The problem is that software companies and attorneys have designed these EHRs to be mainly symptoms, diagnoses, and lab results. They use the DSM-IV and the official Procedural Codes (CPTs). For the woman above, for example, they might have these boxes to fill in: "45 years old, depressed, vegetative symptoms, non-suicidal, borderline sugar, loss of pet, DSM 296.23" No room is left for the person's past, the story, drama, or any emotion. The priorities are to code for reimbursement and to protect all parties from liability. The patient looks like a skeleton.
You can say that such notes are simply the outline, that I and other doctors will know the whole story. Maybe so, or will we be trained to forget it? The EHR may work better when devoted to more quantitative diseases, such as diabetes or renal disease, but it is especially constricting in psychiatry. I have recently seen EHR reports about patients who were in a psychiatric hospital for 3 weeks that showed lots of lab data, no narrative, and little suggestion of what took place for those 3 weeks. They do name the next responsible professional, again to protect from liability. The danger of the EHR is that doctors and others may mistake this stripped down abstraction for an authentic picture of the individual, and real connections will be lost. A patient at a point of crisis will notice and hate the impersonal treatment-especially if the doctor is typing during the entire visit---though he may not be able to put it into words.
Of course I believe that computers, e-mail, google searches, and EHRs are useful (as well as the YouTube shortlist). But there is much in life that cannot be codified.
Running into the grocery store the other day, I saw a neighbor, David, rolling out his kid in a stroller. David was tan and striding with pride. I said he looked fit, he grinned and said I did too, and given that encouragement I bragged of sailing on a gusty day, flipping 3 times---and he said he chaired the nationals for the Laser regatta and he came in second! This exhilarating encounter took 2 minutes and could not have been transmitted online. Coincidence, surprise, eye contact, and tone are essential for any real connection.

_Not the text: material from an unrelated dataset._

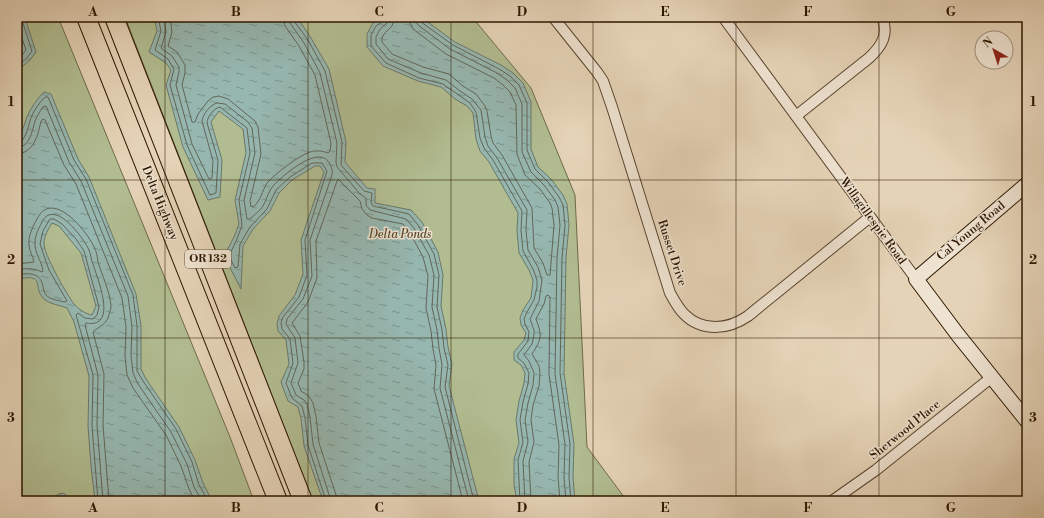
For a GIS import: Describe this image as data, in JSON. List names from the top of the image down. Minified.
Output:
{"streets":{"highway":["Delta Highway","OR 132"],"main road":["Willagillespie Road","Cal Young Road"],"street":["Russet Drive","Sherwood Place"]},"crossings":[["Willagillespie Road","Cal Young Road"],["Willagillespie Road","Russet Drive"],["Willagillespie Road","Sherwood Place"]],"parks":["Delta Ponds"],"north":"top left","grid":{"columns":["A","B","C","D","E","F","G"],"rows":["1","2","3"]}}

The other side is true too. The artsy lady who makes jewelry was packing her iPad at Starbucks when I sat down. “Is that thing any good?” I asked. “I’m no techie nerd,” she said. “I like color and depth. I won’t read or write 50 e-mails in my life. I want voice, inflection, tone, the whole person. This thing has got great color and sound, though, and I’ve got 60 gigs of pictures. This afternoon I’m going to get a keyboard.”
I take it all in, her smile and enthusiasm, and I have to admit I’m thinking of buying one.